Anief, quindi, auspica che la sessione negoziale sulle questioni disciplinari si svolga senza fretta e decida di ruotare intorno a questo tema. Tanto più che sarebbe auspicabile attendere la certificazione dell’Aran sulla nuova rappresentatività. In particolare, sono necessari il rispetto integrale della tempistica e delle modalità, anche attraverso la reintroduzione della decadenza dall’azione disciplinare in caso di violazioni e omissioni colpose da parte dell’amministrazione; l’adozione di strumenti che limitino il ricorso a rimedi giurisdizionali avverso le sanzioni ingiustamente comminate e potenzino quelli stragiudiziali come la conciliazione; l’introduzione di meccanismi di riabilitazione automatica del personale scolastico che ha subito una sanzione dopo un congruo periodo, in modo da superare l’attuale normativa che, invece, prevede che la riabilitazione debba essere richiesta dall’interessato dopo due anni senza recidiva al comitato di valutazione della scuola di servizio.
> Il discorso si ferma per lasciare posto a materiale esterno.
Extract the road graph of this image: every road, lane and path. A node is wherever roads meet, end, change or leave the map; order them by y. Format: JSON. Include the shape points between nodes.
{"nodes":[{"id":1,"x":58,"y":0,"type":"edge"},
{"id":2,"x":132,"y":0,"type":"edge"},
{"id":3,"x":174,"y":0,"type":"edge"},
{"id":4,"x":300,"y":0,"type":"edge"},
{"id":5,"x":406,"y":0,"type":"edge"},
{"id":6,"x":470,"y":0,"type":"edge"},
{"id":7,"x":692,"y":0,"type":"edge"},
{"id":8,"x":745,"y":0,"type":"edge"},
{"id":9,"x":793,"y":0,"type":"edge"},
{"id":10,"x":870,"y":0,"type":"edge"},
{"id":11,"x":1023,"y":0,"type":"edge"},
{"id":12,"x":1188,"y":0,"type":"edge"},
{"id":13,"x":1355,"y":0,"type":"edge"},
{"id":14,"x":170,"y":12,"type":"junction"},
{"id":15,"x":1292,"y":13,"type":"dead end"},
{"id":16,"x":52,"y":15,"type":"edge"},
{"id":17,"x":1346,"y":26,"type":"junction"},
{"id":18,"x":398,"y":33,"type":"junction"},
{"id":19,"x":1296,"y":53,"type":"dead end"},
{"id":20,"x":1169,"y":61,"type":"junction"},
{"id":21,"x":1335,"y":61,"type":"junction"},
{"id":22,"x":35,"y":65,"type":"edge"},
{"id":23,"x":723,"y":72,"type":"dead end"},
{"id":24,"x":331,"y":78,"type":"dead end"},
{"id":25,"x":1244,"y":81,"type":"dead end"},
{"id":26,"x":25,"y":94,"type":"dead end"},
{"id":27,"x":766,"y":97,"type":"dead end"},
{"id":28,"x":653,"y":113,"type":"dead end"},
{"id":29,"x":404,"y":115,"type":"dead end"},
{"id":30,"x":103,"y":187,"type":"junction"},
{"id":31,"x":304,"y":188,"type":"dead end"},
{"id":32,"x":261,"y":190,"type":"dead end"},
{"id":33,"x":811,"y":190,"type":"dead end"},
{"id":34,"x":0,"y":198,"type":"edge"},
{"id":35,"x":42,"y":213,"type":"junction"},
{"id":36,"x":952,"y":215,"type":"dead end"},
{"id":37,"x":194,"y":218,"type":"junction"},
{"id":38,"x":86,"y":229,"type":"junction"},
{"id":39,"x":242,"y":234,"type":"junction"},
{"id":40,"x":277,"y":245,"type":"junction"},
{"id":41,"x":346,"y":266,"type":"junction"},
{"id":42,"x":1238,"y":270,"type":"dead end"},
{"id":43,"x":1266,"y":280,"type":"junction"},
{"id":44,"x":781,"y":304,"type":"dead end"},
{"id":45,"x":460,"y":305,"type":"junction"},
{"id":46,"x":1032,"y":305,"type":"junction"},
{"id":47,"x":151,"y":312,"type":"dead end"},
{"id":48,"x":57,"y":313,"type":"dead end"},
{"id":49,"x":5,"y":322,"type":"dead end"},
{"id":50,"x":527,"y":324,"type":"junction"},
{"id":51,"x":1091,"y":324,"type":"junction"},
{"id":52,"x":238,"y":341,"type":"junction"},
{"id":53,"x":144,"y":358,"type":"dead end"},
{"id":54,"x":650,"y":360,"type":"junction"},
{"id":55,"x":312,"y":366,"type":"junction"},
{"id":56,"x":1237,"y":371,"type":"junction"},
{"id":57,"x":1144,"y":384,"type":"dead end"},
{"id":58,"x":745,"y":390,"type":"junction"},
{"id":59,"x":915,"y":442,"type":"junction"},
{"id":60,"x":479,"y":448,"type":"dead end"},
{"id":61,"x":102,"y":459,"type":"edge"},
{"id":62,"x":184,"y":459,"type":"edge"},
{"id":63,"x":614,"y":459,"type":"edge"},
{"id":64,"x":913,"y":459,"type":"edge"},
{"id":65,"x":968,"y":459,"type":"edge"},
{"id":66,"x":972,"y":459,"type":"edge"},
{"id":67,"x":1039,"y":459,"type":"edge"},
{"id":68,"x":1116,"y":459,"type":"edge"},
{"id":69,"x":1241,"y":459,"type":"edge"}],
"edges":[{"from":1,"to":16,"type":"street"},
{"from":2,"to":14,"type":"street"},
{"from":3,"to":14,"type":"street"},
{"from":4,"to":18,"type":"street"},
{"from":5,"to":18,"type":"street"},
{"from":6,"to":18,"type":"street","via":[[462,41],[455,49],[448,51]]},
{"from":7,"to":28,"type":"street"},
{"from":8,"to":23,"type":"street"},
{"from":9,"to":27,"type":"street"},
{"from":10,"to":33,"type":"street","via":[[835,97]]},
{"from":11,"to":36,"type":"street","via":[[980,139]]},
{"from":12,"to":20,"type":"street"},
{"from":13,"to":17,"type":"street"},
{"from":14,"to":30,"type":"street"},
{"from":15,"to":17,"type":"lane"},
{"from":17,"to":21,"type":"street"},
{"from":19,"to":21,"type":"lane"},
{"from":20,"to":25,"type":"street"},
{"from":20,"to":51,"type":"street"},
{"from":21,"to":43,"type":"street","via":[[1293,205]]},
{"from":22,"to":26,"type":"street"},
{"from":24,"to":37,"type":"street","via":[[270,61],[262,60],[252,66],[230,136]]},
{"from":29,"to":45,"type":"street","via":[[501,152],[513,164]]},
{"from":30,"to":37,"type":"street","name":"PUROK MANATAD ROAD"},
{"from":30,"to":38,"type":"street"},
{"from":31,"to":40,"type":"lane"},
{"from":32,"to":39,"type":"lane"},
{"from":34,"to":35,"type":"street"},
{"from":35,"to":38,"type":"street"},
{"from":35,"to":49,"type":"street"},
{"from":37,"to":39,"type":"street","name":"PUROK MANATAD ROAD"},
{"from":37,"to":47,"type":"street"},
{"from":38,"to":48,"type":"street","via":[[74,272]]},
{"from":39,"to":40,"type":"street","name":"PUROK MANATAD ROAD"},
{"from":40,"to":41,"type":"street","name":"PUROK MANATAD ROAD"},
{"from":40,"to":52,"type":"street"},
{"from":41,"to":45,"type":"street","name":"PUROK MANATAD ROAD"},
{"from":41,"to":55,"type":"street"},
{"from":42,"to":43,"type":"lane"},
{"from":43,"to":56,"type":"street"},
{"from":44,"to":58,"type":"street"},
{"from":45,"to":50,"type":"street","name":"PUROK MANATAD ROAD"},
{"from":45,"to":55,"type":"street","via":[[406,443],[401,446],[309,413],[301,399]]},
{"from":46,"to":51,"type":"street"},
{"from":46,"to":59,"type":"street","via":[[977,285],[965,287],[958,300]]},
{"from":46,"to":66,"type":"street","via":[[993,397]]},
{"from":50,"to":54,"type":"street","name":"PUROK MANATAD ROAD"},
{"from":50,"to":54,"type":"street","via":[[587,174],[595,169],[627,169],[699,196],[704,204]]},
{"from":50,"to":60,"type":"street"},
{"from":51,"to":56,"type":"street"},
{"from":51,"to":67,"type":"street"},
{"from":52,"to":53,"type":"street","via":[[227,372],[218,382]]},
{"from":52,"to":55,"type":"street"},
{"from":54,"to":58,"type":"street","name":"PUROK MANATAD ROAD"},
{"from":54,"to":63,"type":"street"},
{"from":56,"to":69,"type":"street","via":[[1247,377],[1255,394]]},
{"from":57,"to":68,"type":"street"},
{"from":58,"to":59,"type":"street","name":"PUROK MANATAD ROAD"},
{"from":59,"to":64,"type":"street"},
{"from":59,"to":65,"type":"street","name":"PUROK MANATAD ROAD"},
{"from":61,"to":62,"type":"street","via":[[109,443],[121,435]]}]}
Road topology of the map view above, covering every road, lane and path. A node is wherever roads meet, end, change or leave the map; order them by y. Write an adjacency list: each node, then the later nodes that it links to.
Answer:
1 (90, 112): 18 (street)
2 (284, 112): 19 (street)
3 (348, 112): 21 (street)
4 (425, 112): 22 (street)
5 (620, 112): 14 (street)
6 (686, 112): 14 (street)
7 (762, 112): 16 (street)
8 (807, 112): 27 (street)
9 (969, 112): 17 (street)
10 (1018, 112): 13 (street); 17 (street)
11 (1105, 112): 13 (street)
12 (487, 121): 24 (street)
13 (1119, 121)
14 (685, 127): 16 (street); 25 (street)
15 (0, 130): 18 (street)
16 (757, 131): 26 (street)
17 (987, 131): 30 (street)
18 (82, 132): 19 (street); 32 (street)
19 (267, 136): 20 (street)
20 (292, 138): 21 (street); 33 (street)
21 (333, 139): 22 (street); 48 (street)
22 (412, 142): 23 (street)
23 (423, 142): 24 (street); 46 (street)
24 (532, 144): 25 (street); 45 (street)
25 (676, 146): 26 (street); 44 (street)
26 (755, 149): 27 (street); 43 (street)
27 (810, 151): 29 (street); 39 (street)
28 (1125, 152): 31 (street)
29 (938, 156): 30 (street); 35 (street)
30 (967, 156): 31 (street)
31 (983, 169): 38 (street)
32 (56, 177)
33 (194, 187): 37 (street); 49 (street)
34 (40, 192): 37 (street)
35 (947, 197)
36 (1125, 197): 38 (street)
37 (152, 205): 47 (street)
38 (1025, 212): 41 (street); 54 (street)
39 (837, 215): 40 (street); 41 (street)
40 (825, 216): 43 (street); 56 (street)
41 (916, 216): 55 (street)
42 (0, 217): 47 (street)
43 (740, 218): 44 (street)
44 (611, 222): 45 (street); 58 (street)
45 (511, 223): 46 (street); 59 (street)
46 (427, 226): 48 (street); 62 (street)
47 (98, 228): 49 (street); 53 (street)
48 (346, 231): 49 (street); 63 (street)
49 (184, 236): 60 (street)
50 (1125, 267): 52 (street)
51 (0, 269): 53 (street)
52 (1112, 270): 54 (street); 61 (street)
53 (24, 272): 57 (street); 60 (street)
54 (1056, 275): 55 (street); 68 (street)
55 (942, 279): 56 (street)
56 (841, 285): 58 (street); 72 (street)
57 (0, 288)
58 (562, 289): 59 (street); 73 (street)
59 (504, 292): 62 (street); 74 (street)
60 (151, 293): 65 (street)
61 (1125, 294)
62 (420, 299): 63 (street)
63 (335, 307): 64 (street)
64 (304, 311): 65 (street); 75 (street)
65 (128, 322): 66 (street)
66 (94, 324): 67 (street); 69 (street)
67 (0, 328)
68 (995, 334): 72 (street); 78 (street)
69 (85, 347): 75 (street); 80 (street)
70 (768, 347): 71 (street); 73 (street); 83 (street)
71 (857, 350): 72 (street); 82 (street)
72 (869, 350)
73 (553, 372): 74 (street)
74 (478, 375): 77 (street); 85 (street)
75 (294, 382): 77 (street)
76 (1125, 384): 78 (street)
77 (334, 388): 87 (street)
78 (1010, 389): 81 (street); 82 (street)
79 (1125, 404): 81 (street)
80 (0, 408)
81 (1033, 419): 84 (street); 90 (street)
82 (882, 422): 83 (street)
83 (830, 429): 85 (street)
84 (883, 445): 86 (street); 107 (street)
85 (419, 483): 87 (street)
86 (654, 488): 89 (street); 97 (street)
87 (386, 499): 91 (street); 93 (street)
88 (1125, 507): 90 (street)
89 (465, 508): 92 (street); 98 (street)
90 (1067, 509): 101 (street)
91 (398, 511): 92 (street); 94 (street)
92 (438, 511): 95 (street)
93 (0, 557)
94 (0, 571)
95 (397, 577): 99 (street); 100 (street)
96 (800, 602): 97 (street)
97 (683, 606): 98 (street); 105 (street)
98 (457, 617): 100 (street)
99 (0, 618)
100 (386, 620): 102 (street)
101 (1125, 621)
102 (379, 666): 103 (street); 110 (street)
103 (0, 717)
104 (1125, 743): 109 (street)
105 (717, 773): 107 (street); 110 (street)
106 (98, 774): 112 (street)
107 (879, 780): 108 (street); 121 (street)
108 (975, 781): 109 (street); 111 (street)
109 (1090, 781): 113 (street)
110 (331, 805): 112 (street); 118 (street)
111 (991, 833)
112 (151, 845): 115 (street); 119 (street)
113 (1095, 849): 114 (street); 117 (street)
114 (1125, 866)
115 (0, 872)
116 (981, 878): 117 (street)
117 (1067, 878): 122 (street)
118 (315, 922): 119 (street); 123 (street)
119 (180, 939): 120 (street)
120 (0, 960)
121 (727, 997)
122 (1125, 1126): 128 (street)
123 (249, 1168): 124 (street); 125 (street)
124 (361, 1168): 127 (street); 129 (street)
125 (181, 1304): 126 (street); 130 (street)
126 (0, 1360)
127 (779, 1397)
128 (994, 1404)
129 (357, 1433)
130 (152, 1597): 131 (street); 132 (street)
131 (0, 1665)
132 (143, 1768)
“Nel mondo della scuola – conclude Marcello Pacifico – i casi di gravi violazioni, quelle per intenderci che portano al licenziamento, sono talmente pochi da assumere addirittura un carattere di assoluta sporadicità. Siamo convinti che sia finalmente giunto il tempo di dire basta alla vecchia immagine del dipendente pubblico fannullone e assenteista. È tempo di rilanciare il patto tra dipendenti dello Stato, personale della scuola in primis, e datore di lavoro pubblico all’insegna della fiducia e del rispetto reciproco delle regole. E il primo passo è far sì che la pubblica opinione possa conoscere nella giusta luce il lavoro dei dipendenti pubblici, a partire da quello di docenti e personale Ata, che ogni giorno – nonostante difficoltà di tutti i tipi e stipendi tra i più bassi in Europa – garantiscono eroicamente il diritto all’istruzione dei nostri figli e il futuro del nostro Paese”.